When we really got down to being super, super honest with ourselves, he hates doing the fucking finances of business. Literally hates it. He was constantly being taken out of his zone of genius. It was something that was not serving him, but it also wasn’t serving the business and it sure as hell wasn’t serving me. Because there were just days that he was, I think, just disappointed in himself to not be the expert in that. He would not speak for two or three days. “What’s going on? How are you?” “Fine. Fine.” It was his own internal struggle that was going on and it was something that was definitely very draining for him. When he was able to say, “I just hate doing this. This is the part that I want to contribute, and this is the part that I don’t want to contribute.” And then we hired externally. We also came across scaling up, and Greg Crabtree who brought together the simplistic aspect so that we can actually interpret what our CFO and accountant was giving us.

This was something that now became empowering. It’s not something that he just felt like this massive burden of. The same thing for myself, my true talents really falls in the people, in the organizational health. Yes, I can do marketing and yes, I can do other things, but it’s really better because those were draining to me. The idea of figuring out how this connects to this and clicks to that and how the email funnel gets kicked off, that stuff was mind numbing to me. I love the creative aspect of making something look pretty or creating something that would look nice on social media, but all the rest was not really something that lit me up and it also was taking me away from my zone of genius. So, we decided, “Okay, this is something that needs to be delegated out and we need to hire someone that this is something that lights them up.”

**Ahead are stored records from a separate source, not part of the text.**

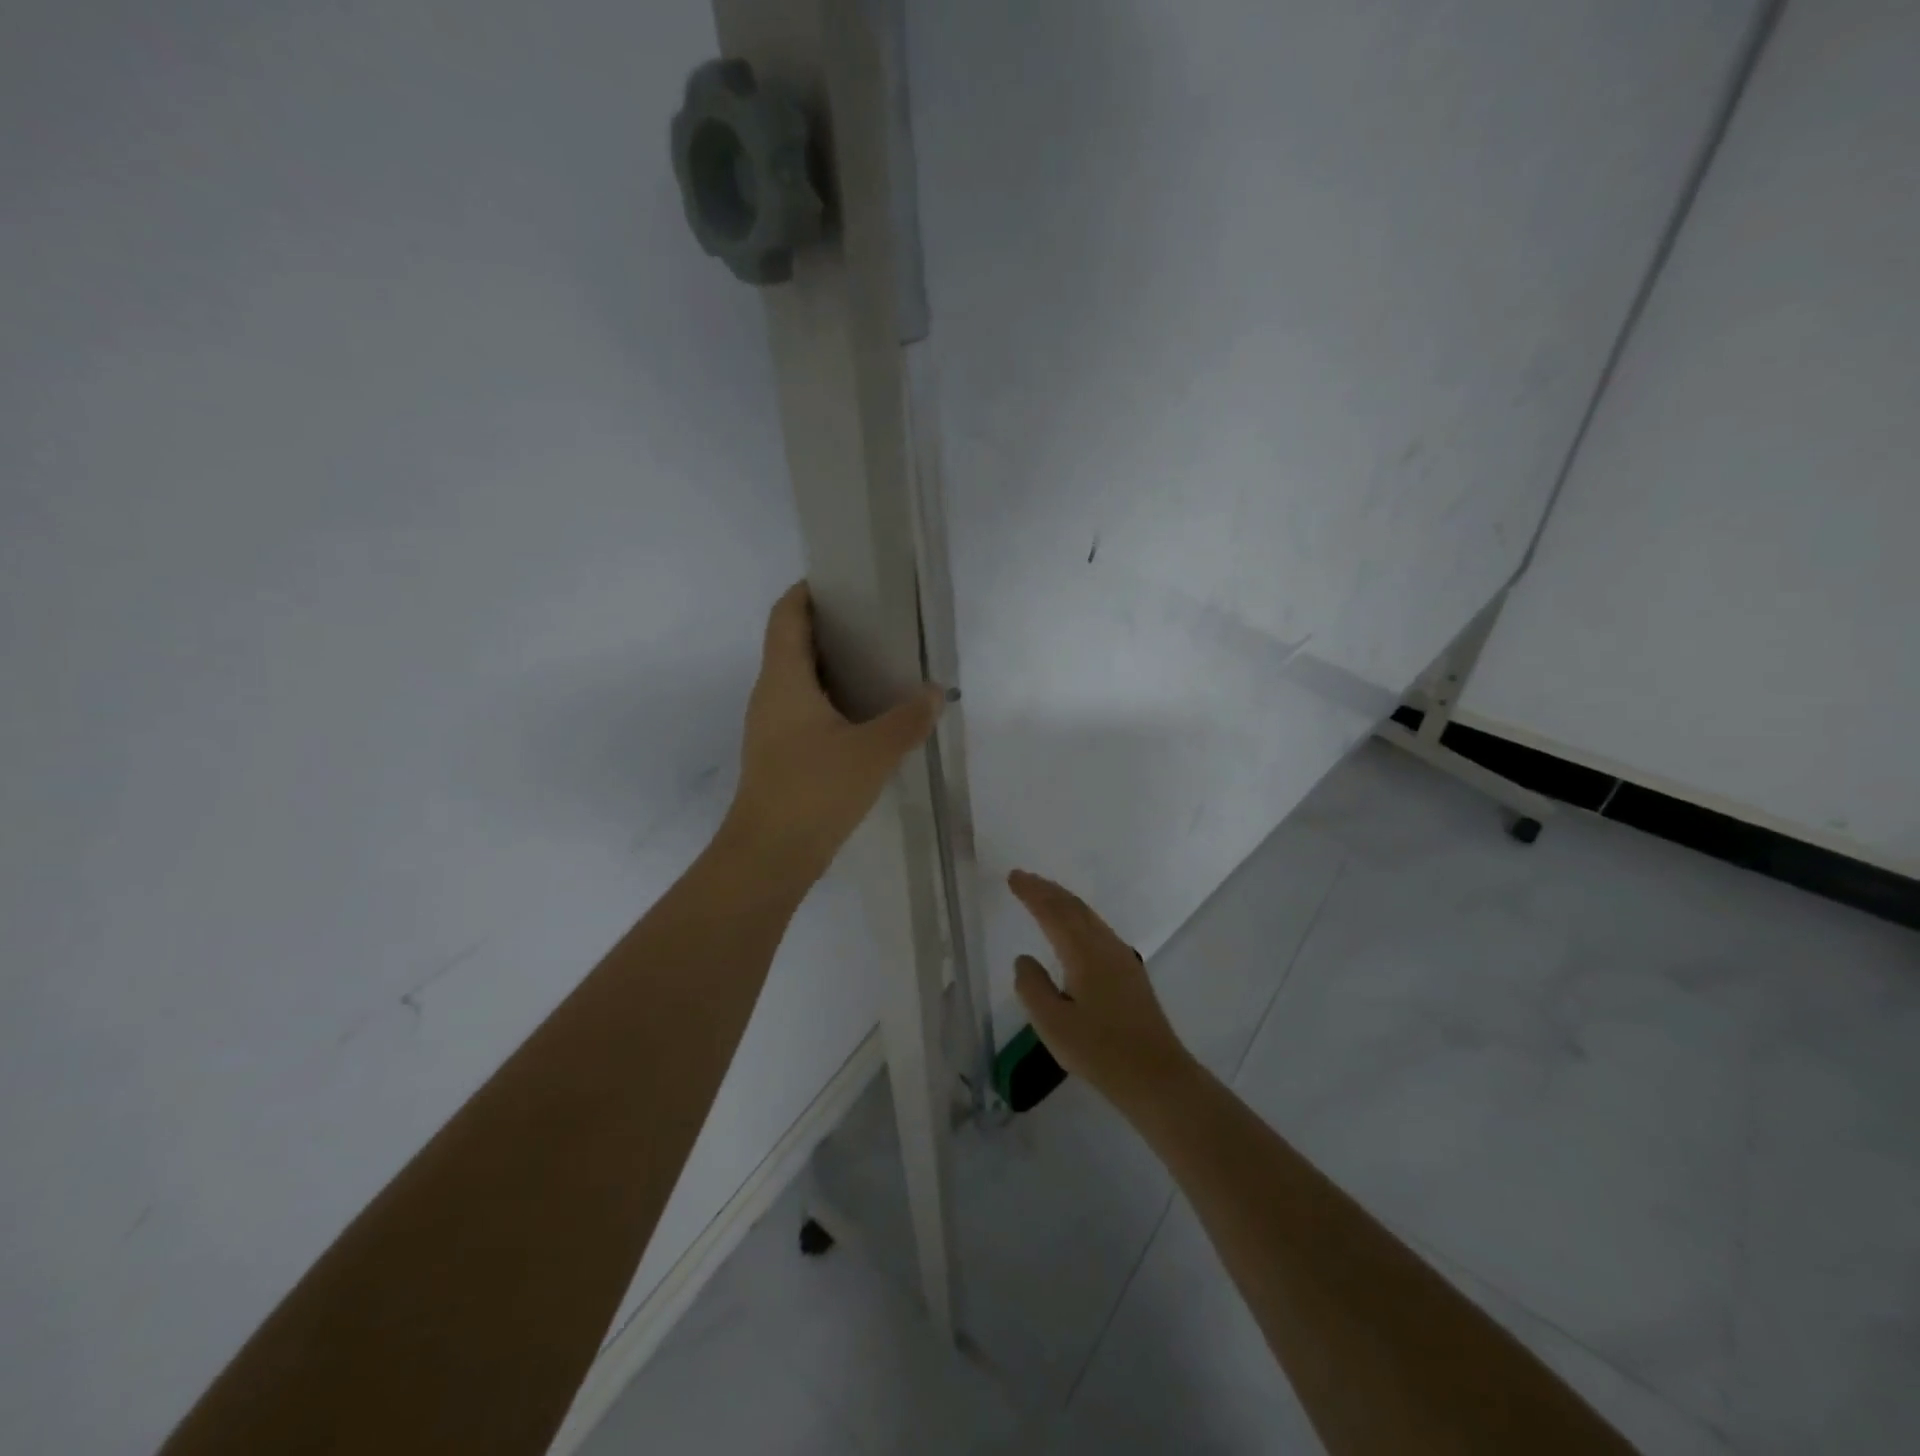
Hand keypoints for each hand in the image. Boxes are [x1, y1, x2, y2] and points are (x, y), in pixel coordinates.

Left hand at [723, 582, 944, 887]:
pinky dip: (833, 700)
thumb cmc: (814, 791)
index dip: (808, 592)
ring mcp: (772, 726)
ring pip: (800, 680)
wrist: (770, 856)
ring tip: (880, 665)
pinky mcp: (780, 754)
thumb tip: (935, 694)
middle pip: (793, 643)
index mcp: (784, 679)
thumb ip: (908, 719)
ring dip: (834, 667)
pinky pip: (805, 710)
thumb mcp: (873, 752)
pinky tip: (867, 716)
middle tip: (878, 623)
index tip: (844, 582)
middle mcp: (771, 694)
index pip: (787, 615)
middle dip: (831, 628)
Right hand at [1009, 869, 1197, 1110]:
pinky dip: (1077, 916)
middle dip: (1047, 889)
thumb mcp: (1052, 1024)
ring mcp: (1121, 956)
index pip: (1053, 912)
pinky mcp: (1129, 971)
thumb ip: (1032, 988)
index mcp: (1084, 953)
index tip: (1013, 876)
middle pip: (1074, 907)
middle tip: (1023, 877)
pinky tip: (1073, 927)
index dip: (1032, 892)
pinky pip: (1097, 928)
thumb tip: (1024, 958)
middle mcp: (1104, 945)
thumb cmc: (1099, 1051)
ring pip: (1088, 916)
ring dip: (1064, 901)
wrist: (1155, 1075)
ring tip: (1043, 894)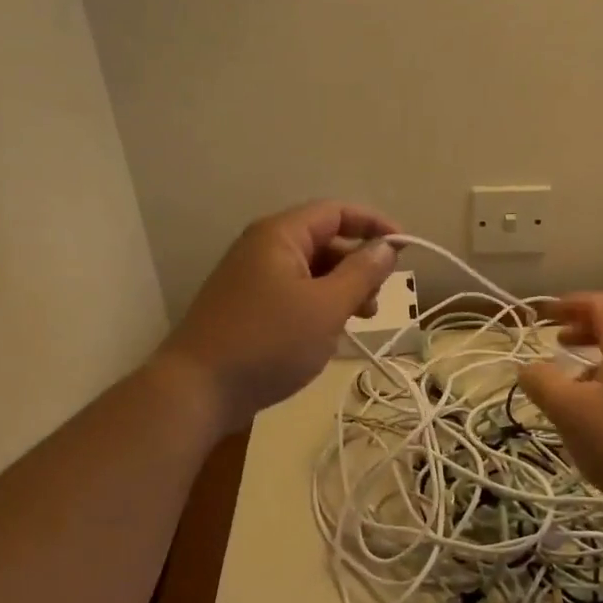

It’s really important for you to get really honest with yourself and to create a strategic plan around that. I’m not saying go hire a ton of people tomorrow, but it’s being able to have that list to say, “As we grow to this or as we reach these benchmarks, these are the things that I would really love to delegate because this is really distracting me and it’s taking me away from my zone of genius, which is draining me, which is now draining my relationship.”

Dr. Nick:

That’s the same thing at home. The person that’s the caretaker at home-

Dr. Nicole:

Oh, when I threatened you about getting an adult nanny, we call her? Not housekeeper, like an adult nanny.

Dr. Nick:

And it’s only to take care of me.

Dr. Nicole:

But I was like, if I literally am going to run this business and come home and clean the dishes, I’m going to kill you specifically.

Dr. Nick:

And that … I mean, that’s pretty much the exact words that she said, yes. But it’s really understanding that, I was like, ” you know, I was like, okay, so she’s emotional.

Dr. Nicole:

But I just walked away and let him marinate on it and then we circled back.

Dr. Nick:

For me, I processed but I processed in many different ways as, okay, if this is something that we’re going to implement, how much is this is going to cost us? This is what takes the fear out because fear is just-

Dr. Nicole:

You mean financially, or you mean all aspects?

Dr. Nick:

Once again, Helen’s very impatient. Unrealistic expectations. So, what is this going to cost us for her to come home to be emotional, to be drained, to be reactive. What is that costing the family? What is that costing other aspects of our life? Then you put that into a dollar amount of, okay, to be able for us to delegate this, how much is that financially going to cost us? And then, being able to put a dollar amount to all of the hindrances like, if we put a dollar amount to all of that, what is that going to cost us? And if I was able to take that away, all that stress away, and then put it into being productive, how much will we gain from this? What’s that value worth?

Dr. Nicole:

What’s your time worth?

Dr. Nick:

Once you can be able to see, “Oh, my God, I was initially coming from a standpoint of fear that being able to hire, what do you call it, an adult nanny? Like, “Put my diapers on, woman.” Be able to see what this is actually going to physically cost us but at the same time being able to see by paying this amount, how much are we able to gain in the quality of our life but also how much are we able to produce more?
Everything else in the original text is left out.